Task brief.
Each line below that contains the word "Bignay" must be copied.

Records excerpted from a collection
--- START ---

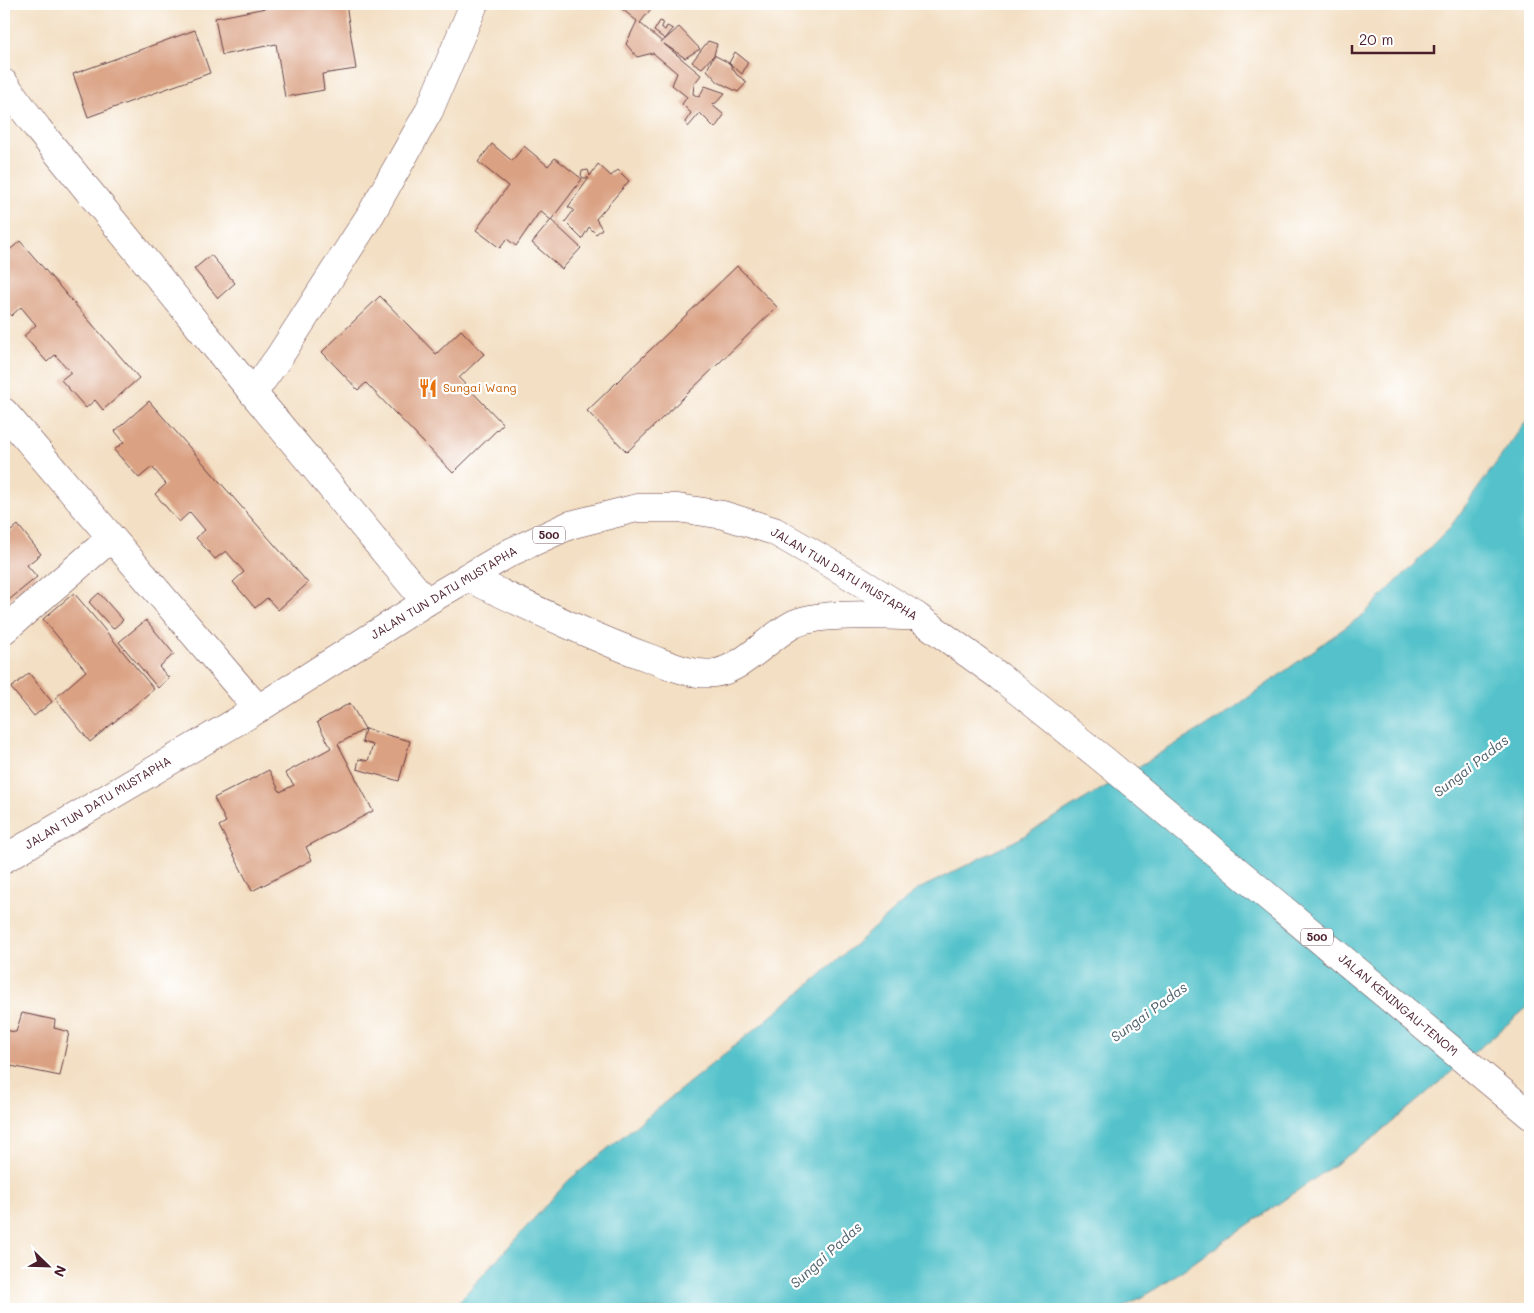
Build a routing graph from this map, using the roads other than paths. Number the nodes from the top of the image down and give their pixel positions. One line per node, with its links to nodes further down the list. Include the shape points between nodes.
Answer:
1 (474, 4): 3 (street, via 430,111 371,214)
2 (4, 83): 3 (street)
3 (253, 393): 7 (street)
4 (4, 412): 5 (street)
5 (111, 538): 9 (street); 10 (street)
6 (467, 578): 7 (street, JALAN TUN DATU MUSTAPHA / 500); 8 (street, via 618,647 683,670 699,672 715,673 728,668 750,657 793,624 816,617); 8 (street, JALAN TUN DATU MUSTAPHA / 500, via 511,552 570,525 637,508 678,508 723,515 774,531)
7 (426, 602): 10 (street, JALAN TUN DATU MUSTAPHA / 500)
8 (916, 616): 11 (street, JALAN TUN DATU MUSTAPHA / 500, via 999,676)
9 (4, 630)
10 (258, 709): 12 (street, JALAN TUN DATU MUSTAPHA / 500)
11 (1104, 760): 13 (street, JALAN KENINGAU-TENOM / 500)
12 (4, 859)
13 (1530, 1115)

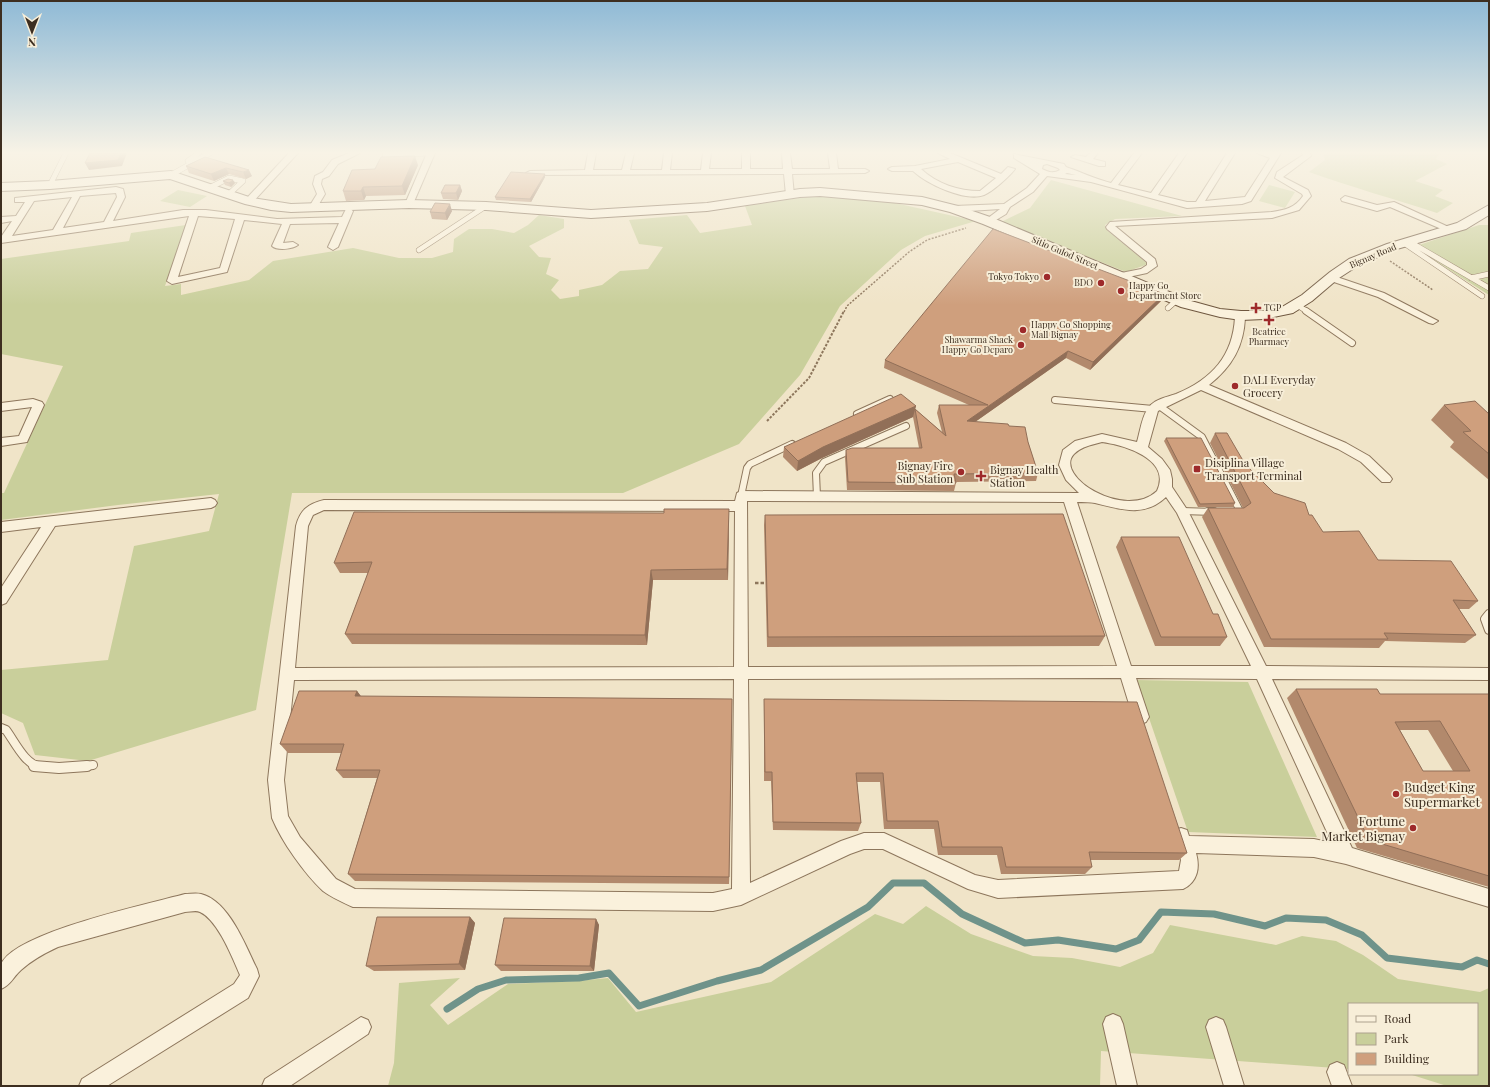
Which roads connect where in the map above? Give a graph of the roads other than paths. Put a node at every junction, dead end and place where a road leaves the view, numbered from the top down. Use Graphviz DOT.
graph roads {
  1 [pos="28,204"];
  2 [pos="72,204"];
  3 [pos="118,204"];
  4 [pos="261,204"];
  5 [pos="315,204"];
  6 [pos="409,204"];
  7 [pos="730,204"];
  8 [pos="930,204"];
  9 [pos="1009,204"];
  10 [pos="1181,204"];
  11 [pos="1199,204"];
  12 [pos="1303,204"];
  13 [pos="1362,204"];
  14 [pos="486,206"];
  15 [pos="1006,206"];
  16 [pos="313,207"];
  17 [pos="954,209"];
  18 [pos="349,211"];
  19 [pos="194,213"];
  20 [pos="1487,214"];
  21 [pos="18,218"];
  22 [pos="240,218"];
  23 [pos="1,220"];
  24 [pos="345,220"];
  25 [pos="988,221"];
  26 [pos="287,222"];
  27 [pos="107,224"];
  28 [pos="1449,230"];
  29 [pos="57,232"];
  30 [pos="3,239"];
  31 [pos="1407,242"];
  32 [pos="293,245"];
  33 [pos="333,247"];
  34 [pos="419,250"];
  35 [pos="1489,274"];
  36 [pos="1119,276"];
  37 [pos="1331,278"];
  38 [pos="1471,278"];
  39 [pos="1489,288"];
  40 [pos="1482,296"];
  41 [pos="1297,305"];
  42 [pos="1240,317"];
  43 [pos="1433,321"];
  44 [pos="1352,343"];
  45 [pos="1202,386"];
  46 [pos="890,399"];
  47 [pos="1055,400"];
  48 [pos="1,407"];
  49 [pos="1155,407"];
  50 [pos="848,418"];
  51 [pos="906,426"];
  52 [pos="799,441"];
  53 [pos="1,442"];
  54 [pos="1141,449"];
  55 [pos="1386,479"];
  56 [pos="1166,488"];
  57 [pos="817,497"];
  58 [pos="1069,498"];
  59 [pos="1092,498"];
  60 [pos="741,501"];
  61 [pos="211,503"];
  62 [pos="1182,511"];
  63 [pos="1221,512"];
  64 [pos="1228,513"];
  65 [pos="52,520"];
  66 [pos="1,527"];
  67 [pos="1,599"];
  68 [pos="1489,614"];
  69 [pos="1489,630"];
  70 [pos="1126,672"];
  71 [pos="1262,673"];
  72 [pos="287,674"];
  73 [pos="740,674"];
  74 [pos="1489,674"];
  75 [pos="1,728"];
  76 [pos="1146,732"];
  77 [pos="93,765"];
  78 [pos="1176,822"];
  79 [pos="1184,844"];
  80 [pos="1346,855"];
  81 [pos="741,896"];
  82 [pos="1489,898"];
  83 [pos="1,980"];
  84 [pos="1112,1024"];
  85 [pos="361,1027"];
  86 [pos="1216,1027"];
  87 [pos="89,1086"];
  88 [pos="272,1086"];
  89 [pos="1126,1086"];
  90 [pos="1234,1086"];
  1 -- 21 [label="street"];
  2 -- 29 [label="street"];
  3 -- 27 [label="street"];
  4 -- 16 [label="main road, Sitio Gulod Street"];
  5 -- 16 [label="street"];
  6 -- 14 [label="main road, Sitio Gulod Street"];
  6 -- 16 [label="main road, Sitio Gulod Street"];
  7 -- 14 [label="main road, Sitio Gulod Street"];
  8 -- 17 [label="main road, Sitio Gulod Street"];
  9 -- 15 [label="street"];
  10 -- 11 [label="street"];
  12 -- 36 [label="street"];
  13 -- 28 [label="street"];
  14 -- 34 [label="lane"];
  15 -- 17 [label="street"];
  15 -- 25 [label="street"];
  17 -- 25 [label="main road, Sitio Gulod Street"];
  18 -- 24 [label="street"];
  19 -- 22 [label="street"];
  19 -- 22 [label="street"];
  19 -- 27 [label="street"];
  20 -- 28 [label="main road, Bignay Road"];
  21 -- 23 [label="street"];
  21 -- 30 [label="street"];
  22 -- 26 [label="street"];
  24 -- 26 [label="street"];
  24 -- 33 [label="street"];
  25 -- 36 [label="main road, Sitio Gulod Street"];
  26 -- 32 [label="street"];
  27 -- 29 [label="street"];
  28 -- 31 [label="main road, Bignay Road"];
  29 -- 30 [label="street"];
  31 -- 37 [label="main road, Bignay Road"];
  31 -- 38 [label="lane"];
  31 -- 40 [label="lane"];
  35 -- 38 [label="lane"];
  36 -- 42 [label="main road, Sitio Gulod Street"];
  37 -- 41 [label="main road, Bignay Road"];
  37 -- 43 [label="street"];
  38 -- 39 [label="lane"];
  41 -- 42 [label="main road, Bignay Road"];
  41 -- 44 [label="lane"];
  42 -- 45 [label="street"];
  45 -- 49 [label="street"];
  45 -- 55 [label="street"];
  46 -- 50 [label="lane"];
  47 -- 49 [label="lane"];
  48 -- 53 [label="street"];
  49 -- 54 [label="street"];
  49 -- 64 [label="lane"];
  51 -- 57 [label="lane"];
  52 -- 60 [label="lane"];
  54 -- 56 [label="street"];
  54 -- 59 [label="street"];
  56 -- 59 [label="street"];
  56 -- 62 [label="street"];
  57 -- 58 [label="street"];
  57 -- 60 [label="street"];
  58 -- 59 [label="street"];
  58 -- 70 [label="street"];
  60 -- 72 [label="street"];
  60 -- 73 [label="street"];
  61 -- 65 [label="street"];
  62 -- 63 [label="lane"];
  62 -- 71 [label="street"];
  65 -- 66 [label="street"];
  65 -- 67 [label="street"];
  68 -- 69 [label="lane"];
  70 -- 71 [label="street"];
  70 -- 73 [label="street"];
  70 -- 76 [label="street"];
  71 -- 74 [label="street"];
  71 -- 80 [label="street"];
  72 -- 73 [label="street"];
  72 -- 81 [label="street"];
  73 -- 81 [label="street"];
  75 -- 77 [label="lane"];
  78 -- 79 [label="street"];
  79 -- 80 [label="street"];
  79 -- 81 [label="street"];
  80 -- 82 [label="street"];
  83 -- 87 [label="street"];
  84 -- 89 [label="street"];
  85 -- 88 [label="street"];
  86 -- 90 [label="street"];
}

--- END ---

Output for this task.
  20 -- 28 [label="main road, Bignay Road"];
  28 -- 31 [label="main road, Bignay Road"];
  31 -- 37 [label="main road, Bignay Road"];
  37 -- 41 [label="main road, Bignay Road"];
  41 -- 42 [label="main road, Bignay Road"];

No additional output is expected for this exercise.